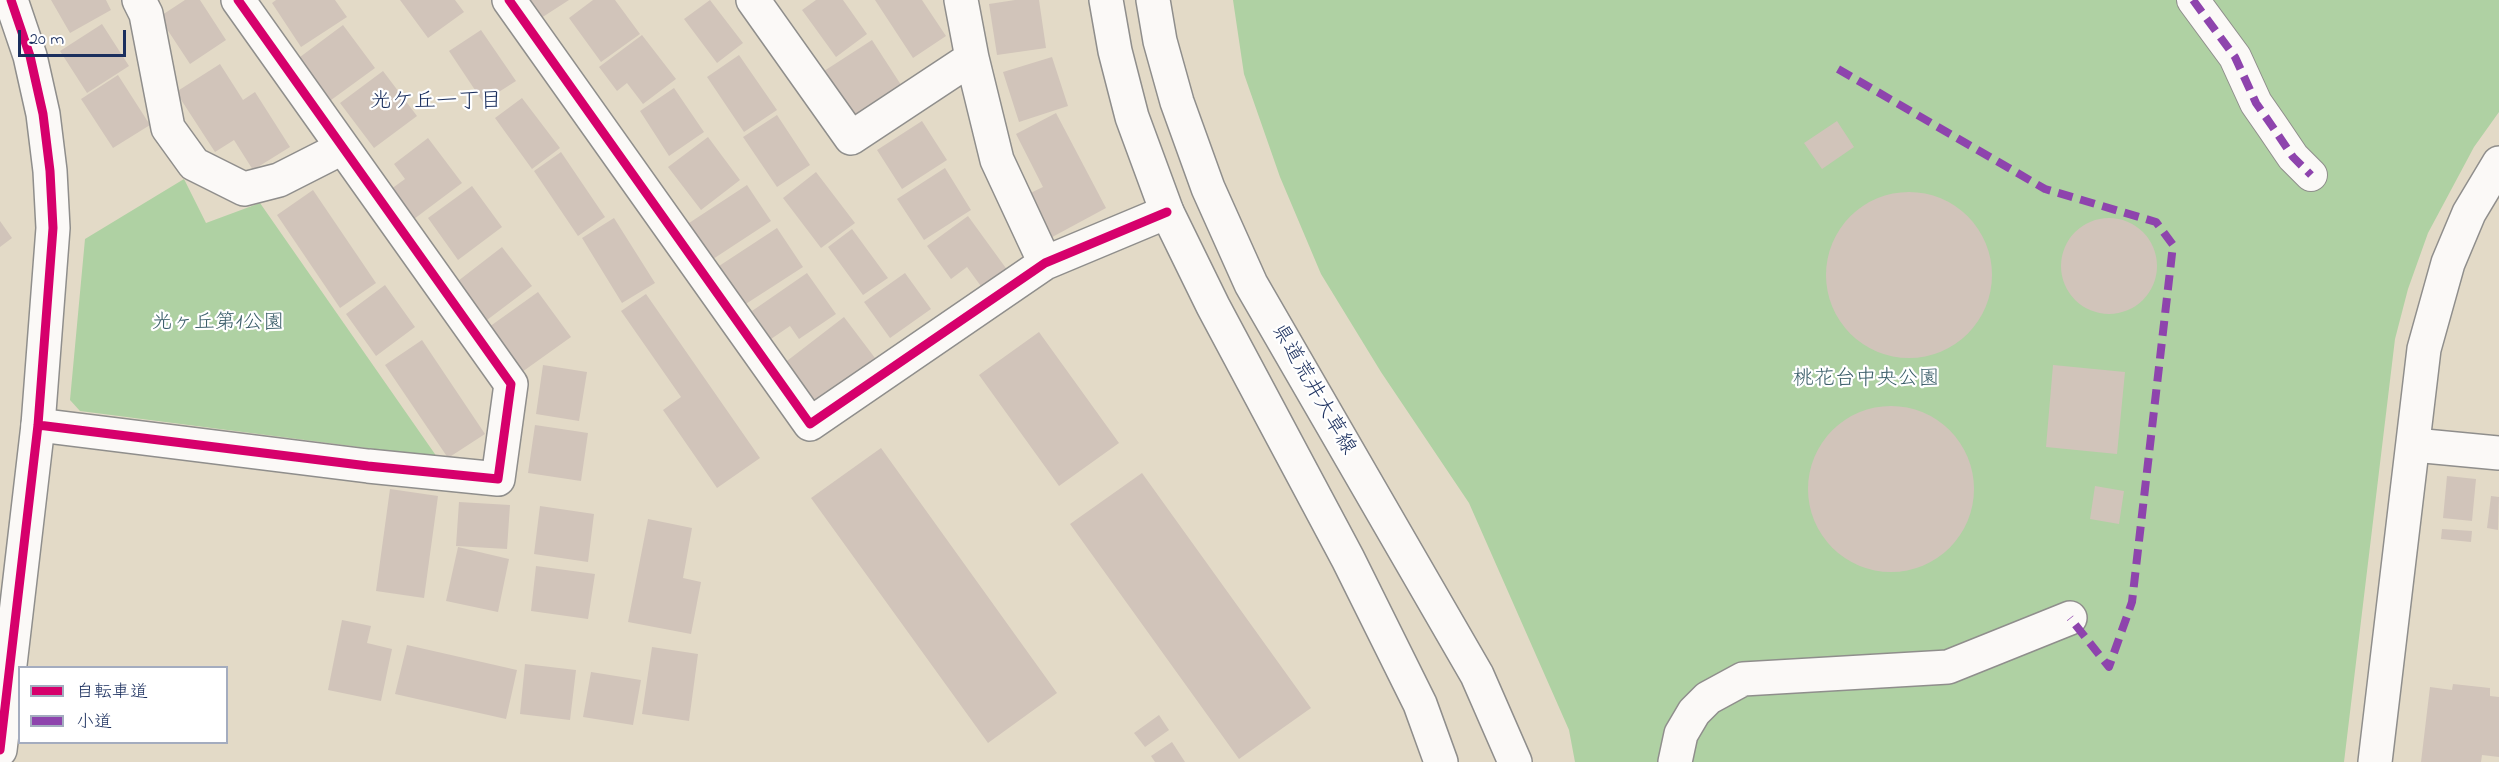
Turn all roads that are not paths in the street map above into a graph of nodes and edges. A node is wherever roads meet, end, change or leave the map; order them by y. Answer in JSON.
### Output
{"nodes":[{"id":1,"x":11,"y":0,"type":"edge"},
{"id":2,"x":139,"y":0,"type":"edge"},
{"id":3,"x":238,"y":0,"type":"edge"},
{"id":4,"x":509,"y":0,"type":"edge"},
{"id":5,"x":753,"y":0,"type":"edge"},
{"id":6,"x":961,"y":0,"type":"edge"},
{"id":7,"x":1106,"y":0,"type":"edge"},
{"id":8,"x":1153,"y":0,"type":"edge"},
{"id":9,"x":2193,"y":0,"type":"edge"},
{"id":10,"x":972,"y":58,"type":"junction"},
{"id":11,"x":342,"y":148,"type":"junction"},
{"id":12,"x":2499,"y":163,"type":"edge"},
{"id":13,"x":2311,"y":175,"type":"dead end"},
{"id":14,"x":1167,"y":212,"type":"junction"},
{"id":15,"x":1045,"y":263,"type":"junction"},
{"id":16,"x":38,"y":425,"type":"junction"},
{"id":17,"x":2414,"y":445,"type":"junction"},
{"id":18,"x":2499,"y":453,"type":"edge"},
{"id":19,"x":2070,"y":618,"type":"dead end"},
{"id":20,"x":1,"y":740,"type":"edge"},
{"id":21,"x":1441,"y":762,"type":"edge"},
{"id":22,"x":1515,"y":762,"type":"edge"},
{"id":23,"x":1675,"y":762,"type":"edge"},
{"id":24,"x":2375,"y":762,"type":"edge"}],
"edges":[{"from":1,"to":16,"type":"street"},
{"from":2,"to":11,"type":"street"},
{"from":3,"to":11,"type":"street"},
{"from":4,"to":15,"type":"street"},
{"from":5,"to":10,"type":"street"},
{"from":6,"to":10,"type":"street"},
{"from":7,"to":14,"type":"street"},
{"from":8,"to":22,"type":"street","name":"県道荒井大草線"},
{"from":9,"to":13,"type":"street"},
{"from":10,"to":15,"type":"street"},
{"from":11,"to":16,"type":"street"},
{"from":12,"to":17,"type":"street"},
{"from":14,"to":15,"type":"street"},
{"from":14,"to":21,"type":"street"},
{"from":16,"to":20,"type":"street"},
{"from":17,"to":18,"type":"street"},
{"from":17,"to":24,"type":"street"},
{"from":19,"to":23,"type":"street"}]}
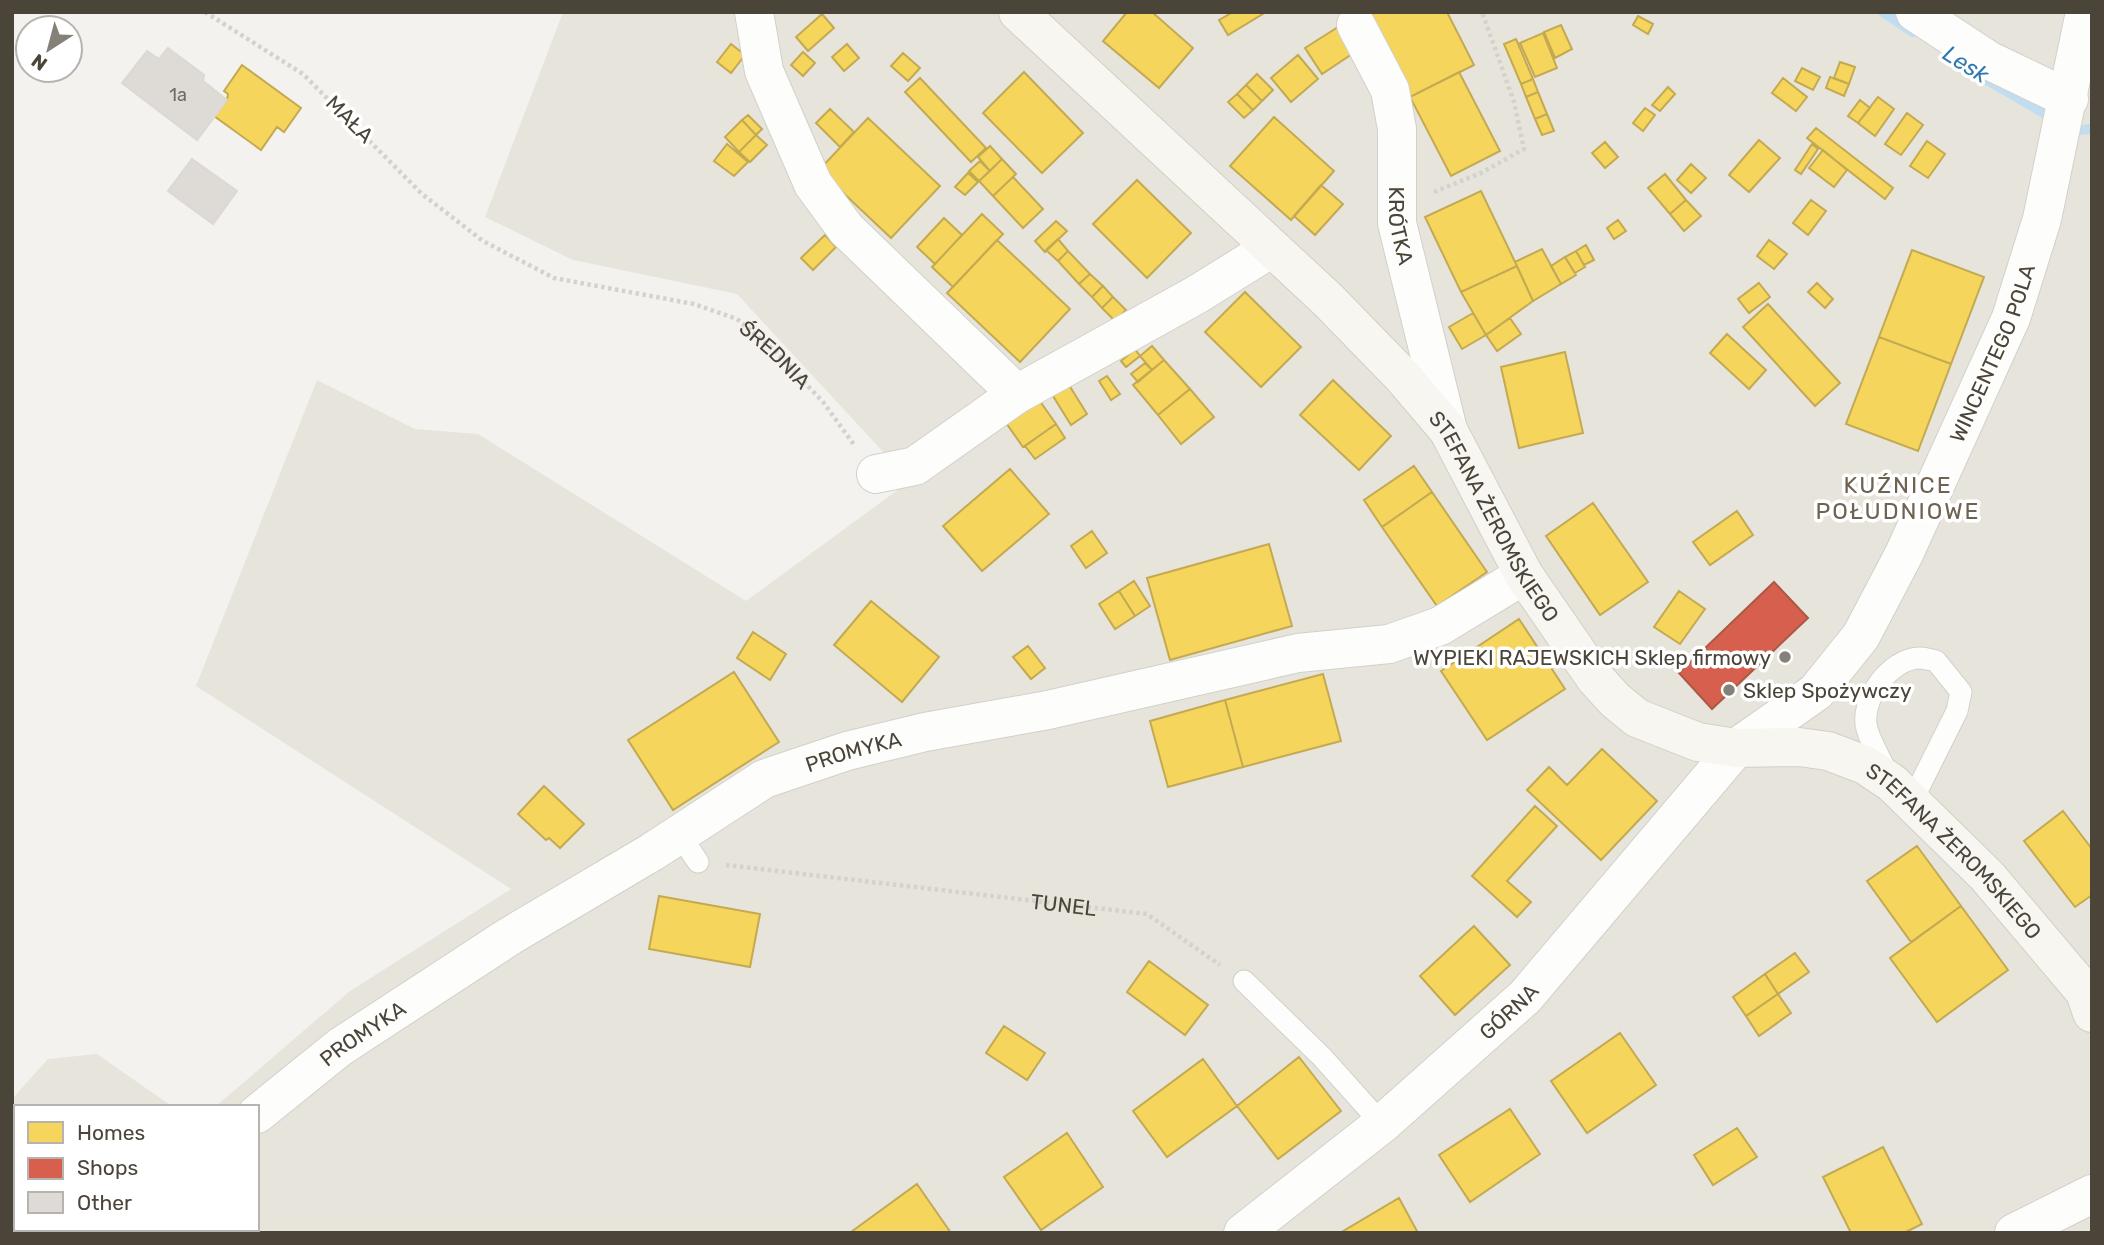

------------------------------

**Task description:** If the material above contains pictures, exclude them from an otherwise exact transcription.

**Response to the exercise:**
Turn all roads that are not paths in the street map above into a graph of nodes and edges. A node is wherever roads meet, end, change or leave the map; order them by y. Answer in JSON.
### Output
{"nodes":[{"id":1,"x":11,"y":0,"type":"edge"},
{"id":2,"x":139,"y":0,"type":"edge"},
{"id":3,"x":238,"y":0,"type":"edge"},
{"id":4,"x":509,"y":0,"type":"edge"},
{"id":5,"x":753,"y":0,"type":"edge"},
{"id":6,"x":961,"y":0,"type":"edge"},
{"id":7,"x":1106,"y":0,"type":"edge"},
{"id":8,"x":1153,"y":0,"type":"edge"},
{"id":9,"x":2193,"y":0,"type":"edge"},
{"id":10,"x":972,"y":58,"type":"junction"},
{"id":11,"x":342,"y":148,"type":"junction"},
{"id":12,"x":2499,"y":163,"type":"edge"},
{"id":13,"x":2311,"y":175,"type":"dead end"},
{"id":14,"x":1167,"y":212,"type":"junction"},
{"id":15,"x":1045,"y":263,"type":"junction"},
{"id":16,"x":38,"y":425,"type":"junction"},
{"id":17,"x":2414,"y":445,"type":"junction"},
{"id":18,"x":2499,"y":453,"type":"edge"},
{"id":19,"x":2070,"y":618,"type":"dead end"},
{"id":20,"x":1,"y":740,"type":"edge"},
{"id":21,"x":1441,"y":762,"type":"edge"},
{"id":22,"x":1515,"y":762,"type":"edge"},
{"id":23,"x":1675,"y":762,"type":"edge"},
{"id":24,"x":2375,"y":762,"type":"edge"}],
"edges":[{"from":1,"to":16,"type":"street"},
{"from":2,"to":11,"type":"street"},
{"from":3,"to":11,"type":"street"},
{"from":4,"to":15,"type":"street"},
{"from":5,"to":10,"type":"street"},
{"from":6,"to":10,"type":"street"},
{"from":7,"to":14,"type":"street"},
{"from":8,"to":22,"type":"street","name":"県道荒井大草線"},
{"from":9,"to":13,"type":"street"},
{"from":10,"to":15,"type":"street"},
{"from":11,"to":16,"type":"street"},
{"from":12,"to":17,"type":"street"},
{"from":14,"to":15,"type":"street"},
{"from":14,"to":21,"type":"street"},
{"from":16,"to":20,"type":"street"},
{"from":17,"to":18,"type":"street"},
{"from":17,"to":24,"type":"street"},
{"from":19,"to":23,"type":"street"}]}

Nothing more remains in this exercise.